Abstract: PUB177
Preliminary Results of Genotyping of ADPKD in the Multiethnic Population of South Africa
Session Information
Category: Genetic Diseases of the Kidneys
- 1201 Genetic Diseases of the Kidneys: Monogenic Kidney Diseases
Authors
- Mbobnda, Cedric Kapche, University of KwaZulu-Natal College of Health Sciences, Durban, KZN, South Africa
- Assounga, Alain Guy Honoré, University of KwaZulu-Natal College of Health Sciences, Durban, KZN, South Africa
Background
Autosomal-dominant polycystic kidney disease (ADPKD) is the most prevalent heritable kidney disorder. It is characterised by the progressive development of kidney cysts, leading to loss of kidney function and end-stage kidney failure (ESKD). It is primarily caused by the PKD1 and PKD2 genes, which account for 85% and 15 % of cases, respectively. Genotyping in African populations is scarce. This study aimed to investigate the genotype-phenotype relationship in a multiracial population in South Africa.
Methods
Six out of 40 patients with a clinical diagnosis of ADPKD followed up at the Inkosi Albert Luthuli Central were studied for the PKD1 gene using multiplex long-range PCR followed by next-generation sequencing on peripheral blood DNA. Briefly, the PKD1 gene was amplified and subsequently sequenced; amplicon reads were aligned to the PKD1 gene reference using minimap2, SAM tools and BCF tools for downstream analysis.
Results
Of the six participants, only one was male, and 3 were Black Africans, 2 White and 1 Indian/Asian. Absence of family history was noted in 2 black Africans. The Mean age at diagnosis and ESKD were 46.13 ±7.22 and 51.80±11.47, respectively. Hypertension and kidney failure were the most common complications, and liver cyst was the most frequent extra-renal manifestation (Table 1).

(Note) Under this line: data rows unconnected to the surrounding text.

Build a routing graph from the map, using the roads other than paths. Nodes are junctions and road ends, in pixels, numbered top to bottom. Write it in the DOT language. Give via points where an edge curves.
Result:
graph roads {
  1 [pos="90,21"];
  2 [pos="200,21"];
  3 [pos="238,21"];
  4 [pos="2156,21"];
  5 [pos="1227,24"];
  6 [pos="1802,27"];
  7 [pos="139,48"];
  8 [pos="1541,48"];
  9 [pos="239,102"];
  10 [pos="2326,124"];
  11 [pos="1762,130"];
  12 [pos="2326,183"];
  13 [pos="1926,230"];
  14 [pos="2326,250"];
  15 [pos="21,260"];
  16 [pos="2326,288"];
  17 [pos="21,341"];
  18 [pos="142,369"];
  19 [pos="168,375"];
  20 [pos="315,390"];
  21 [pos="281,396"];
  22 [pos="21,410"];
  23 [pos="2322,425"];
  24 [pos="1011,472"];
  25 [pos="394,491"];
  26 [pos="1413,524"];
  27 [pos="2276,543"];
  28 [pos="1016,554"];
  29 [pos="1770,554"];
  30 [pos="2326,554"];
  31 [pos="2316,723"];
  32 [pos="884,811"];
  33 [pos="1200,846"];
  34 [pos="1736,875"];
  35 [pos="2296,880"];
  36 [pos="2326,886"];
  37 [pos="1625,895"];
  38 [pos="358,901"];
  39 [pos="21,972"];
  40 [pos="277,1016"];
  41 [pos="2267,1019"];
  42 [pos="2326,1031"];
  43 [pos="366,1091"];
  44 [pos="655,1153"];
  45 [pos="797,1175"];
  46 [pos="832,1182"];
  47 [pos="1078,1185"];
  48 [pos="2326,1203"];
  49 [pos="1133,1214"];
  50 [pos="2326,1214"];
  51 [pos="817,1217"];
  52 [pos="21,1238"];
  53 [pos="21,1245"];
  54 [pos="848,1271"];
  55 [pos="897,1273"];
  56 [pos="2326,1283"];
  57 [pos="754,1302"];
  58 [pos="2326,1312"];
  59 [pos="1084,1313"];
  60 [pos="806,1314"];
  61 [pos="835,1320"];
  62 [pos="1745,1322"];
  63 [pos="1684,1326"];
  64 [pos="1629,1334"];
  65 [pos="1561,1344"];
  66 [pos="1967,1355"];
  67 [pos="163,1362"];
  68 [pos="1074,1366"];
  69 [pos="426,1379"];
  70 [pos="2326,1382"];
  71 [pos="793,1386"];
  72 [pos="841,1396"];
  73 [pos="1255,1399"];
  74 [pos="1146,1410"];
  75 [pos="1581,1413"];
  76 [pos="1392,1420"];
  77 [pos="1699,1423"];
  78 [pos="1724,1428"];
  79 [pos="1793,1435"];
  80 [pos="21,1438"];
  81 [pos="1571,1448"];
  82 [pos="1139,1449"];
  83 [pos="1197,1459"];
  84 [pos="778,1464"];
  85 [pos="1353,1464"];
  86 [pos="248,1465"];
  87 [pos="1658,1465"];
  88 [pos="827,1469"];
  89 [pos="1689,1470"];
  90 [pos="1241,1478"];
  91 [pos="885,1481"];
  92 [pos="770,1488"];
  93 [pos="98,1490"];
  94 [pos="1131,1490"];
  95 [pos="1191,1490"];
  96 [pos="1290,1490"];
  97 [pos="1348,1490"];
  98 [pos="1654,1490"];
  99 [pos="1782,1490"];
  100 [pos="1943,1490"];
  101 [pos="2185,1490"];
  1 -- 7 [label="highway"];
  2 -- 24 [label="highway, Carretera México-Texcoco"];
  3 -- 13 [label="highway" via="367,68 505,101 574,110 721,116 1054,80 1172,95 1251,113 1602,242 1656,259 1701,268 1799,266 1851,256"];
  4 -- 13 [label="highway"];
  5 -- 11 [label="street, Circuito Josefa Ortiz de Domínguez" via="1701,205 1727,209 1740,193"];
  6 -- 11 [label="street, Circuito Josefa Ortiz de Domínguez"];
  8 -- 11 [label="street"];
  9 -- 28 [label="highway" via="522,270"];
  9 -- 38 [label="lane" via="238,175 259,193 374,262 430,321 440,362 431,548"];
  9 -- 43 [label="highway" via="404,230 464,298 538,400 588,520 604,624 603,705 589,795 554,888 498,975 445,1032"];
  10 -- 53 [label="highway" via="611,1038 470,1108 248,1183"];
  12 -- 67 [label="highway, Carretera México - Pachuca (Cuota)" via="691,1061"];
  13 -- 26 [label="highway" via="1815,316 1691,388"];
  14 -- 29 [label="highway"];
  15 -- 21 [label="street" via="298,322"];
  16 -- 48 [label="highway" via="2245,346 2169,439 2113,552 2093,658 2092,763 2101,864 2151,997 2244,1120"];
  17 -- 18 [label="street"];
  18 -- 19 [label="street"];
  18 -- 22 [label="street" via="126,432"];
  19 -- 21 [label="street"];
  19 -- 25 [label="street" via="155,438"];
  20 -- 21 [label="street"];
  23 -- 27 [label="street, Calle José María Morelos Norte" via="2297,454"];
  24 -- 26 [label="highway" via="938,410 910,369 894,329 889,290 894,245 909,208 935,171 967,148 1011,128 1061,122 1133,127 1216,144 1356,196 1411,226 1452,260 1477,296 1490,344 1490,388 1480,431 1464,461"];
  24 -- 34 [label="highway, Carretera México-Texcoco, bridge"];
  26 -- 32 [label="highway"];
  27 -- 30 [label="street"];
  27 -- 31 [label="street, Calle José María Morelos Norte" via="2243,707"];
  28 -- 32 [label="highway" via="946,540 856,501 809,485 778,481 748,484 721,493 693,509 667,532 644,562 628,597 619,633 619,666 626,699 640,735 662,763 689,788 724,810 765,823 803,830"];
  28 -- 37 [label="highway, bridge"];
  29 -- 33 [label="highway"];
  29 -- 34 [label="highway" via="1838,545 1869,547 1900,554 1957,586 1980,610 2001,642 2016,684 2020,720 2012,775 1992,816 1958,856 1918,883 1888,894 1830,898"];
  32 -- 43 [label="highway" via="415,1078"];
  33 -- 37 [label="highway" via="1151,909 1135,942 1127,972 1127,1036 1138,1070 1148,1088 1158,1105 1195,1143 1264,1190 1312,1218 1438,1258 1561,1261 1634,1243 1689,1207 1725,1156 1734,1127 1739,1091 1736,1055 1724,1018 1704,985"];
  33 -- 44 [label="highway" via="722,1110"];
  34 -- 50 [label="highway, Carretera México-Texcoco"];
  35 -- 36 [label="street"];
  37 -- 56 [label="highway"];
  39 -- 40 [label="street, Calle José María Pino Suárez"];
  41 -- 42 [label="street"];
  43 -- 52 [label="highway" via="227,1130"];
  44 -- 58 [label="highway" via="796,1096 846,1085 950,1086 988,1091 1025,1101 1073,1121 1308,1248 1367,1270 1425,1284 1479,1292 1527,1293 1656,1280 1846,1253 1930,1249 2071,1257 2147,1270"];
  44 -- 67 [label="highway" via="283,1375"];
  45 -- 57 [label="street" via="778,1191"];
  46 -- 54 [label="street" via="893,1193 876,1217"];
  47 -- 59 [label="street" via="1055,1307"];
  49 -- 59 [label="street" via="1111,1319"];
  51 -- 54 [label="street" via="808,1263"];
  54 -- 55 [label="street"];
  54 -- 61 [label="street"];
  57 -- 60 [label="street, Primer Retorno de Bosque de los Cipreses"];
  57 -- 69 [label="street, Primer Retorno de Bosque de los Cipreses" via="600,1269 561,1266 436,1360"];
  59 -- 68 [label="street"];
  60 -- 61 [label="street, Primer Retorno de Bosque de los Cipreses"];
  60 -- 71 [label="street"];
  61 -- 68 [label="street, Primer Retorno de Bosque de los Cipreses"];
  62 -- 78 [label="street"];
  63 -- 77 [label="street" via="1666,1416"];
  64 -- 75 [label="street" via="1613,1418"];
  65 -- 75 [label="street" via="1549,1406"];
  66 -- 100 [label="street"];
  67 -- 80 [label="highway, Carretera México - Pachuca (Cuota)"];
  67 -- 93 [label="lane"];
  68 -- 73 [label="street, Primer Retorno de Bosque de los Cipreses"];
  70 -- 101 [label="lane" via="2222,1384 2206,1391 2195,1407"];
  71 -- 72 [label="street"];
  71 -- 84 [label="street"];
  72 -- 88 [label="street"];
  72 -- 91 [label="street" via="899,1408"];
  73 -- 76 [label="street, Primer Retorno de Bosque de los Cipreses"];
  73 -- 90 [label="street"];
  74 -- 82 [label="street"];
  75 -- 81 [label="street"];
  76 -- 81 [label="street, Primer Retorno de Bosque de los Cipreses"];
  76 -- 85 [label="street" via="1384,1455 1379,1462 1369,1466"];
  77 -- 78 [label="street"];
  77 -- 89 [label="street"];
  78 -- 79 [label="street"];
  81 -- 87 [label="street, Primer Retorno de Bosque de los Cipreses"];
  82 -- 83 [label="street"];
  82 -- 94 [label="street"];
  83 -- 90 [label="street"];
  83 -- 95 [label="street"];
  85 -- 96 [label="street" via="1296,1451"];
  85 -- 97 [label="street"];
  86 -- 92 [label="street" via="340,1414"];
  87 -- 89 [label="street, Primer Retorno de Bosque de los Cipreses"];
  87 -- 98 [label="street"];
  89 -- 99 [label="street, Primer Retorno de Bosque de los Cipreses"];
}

Preliminary genotyping results of one Indian/Asian participant with early manifestations of CKD requiring dialysis by age 46, revealed PKD1 mutations including: 1 truncating nonsense mutation c.12420 G>A previously published and 1 new missense variant c.12417 G>A which significance is still to be established
Conclusion
These preliminary results may explain the rapidly progressive disease with ESKD by age 46. The analysis of the remaining genotypes is on-going
Clinical characteristics of participants
| CX001 | CX002 | CX004 | CX006 | CX008 | CX0011 | |||
| Age at diagnosis of ADPKD | 49 | 44 | 44 | 36 | 58 | 46 | ||
| Age at ESKD | 67 | N/A | 44 | 41 | 61 | 46 | ||
| Sex | Female | Female | Male | Female | Female | Female | ||
| Race/Ethnicity | White | White | Black African | Black African | Black African | Indian/Asian | ||
| Family History | Polycystic Kidney Disease | Yes | Yes | Yes | No | No | Yes | |
| ESKD | Yes | Yes | Yes | No | No | No | ||
| Comorbid conditions | None | None | HIV | HIV | Hepatitis B | None | ||
| Clinical manifestations | HTN | HTN | HTN | HTN, Heamaturia | HTN | HTN | ||
| ADPKD Complications | Abdominal wall hernia, liver cyst | liver cyst | None | None | Liver cyst | Liver cyst | ||
Funding
- Government Support – Non-U.S.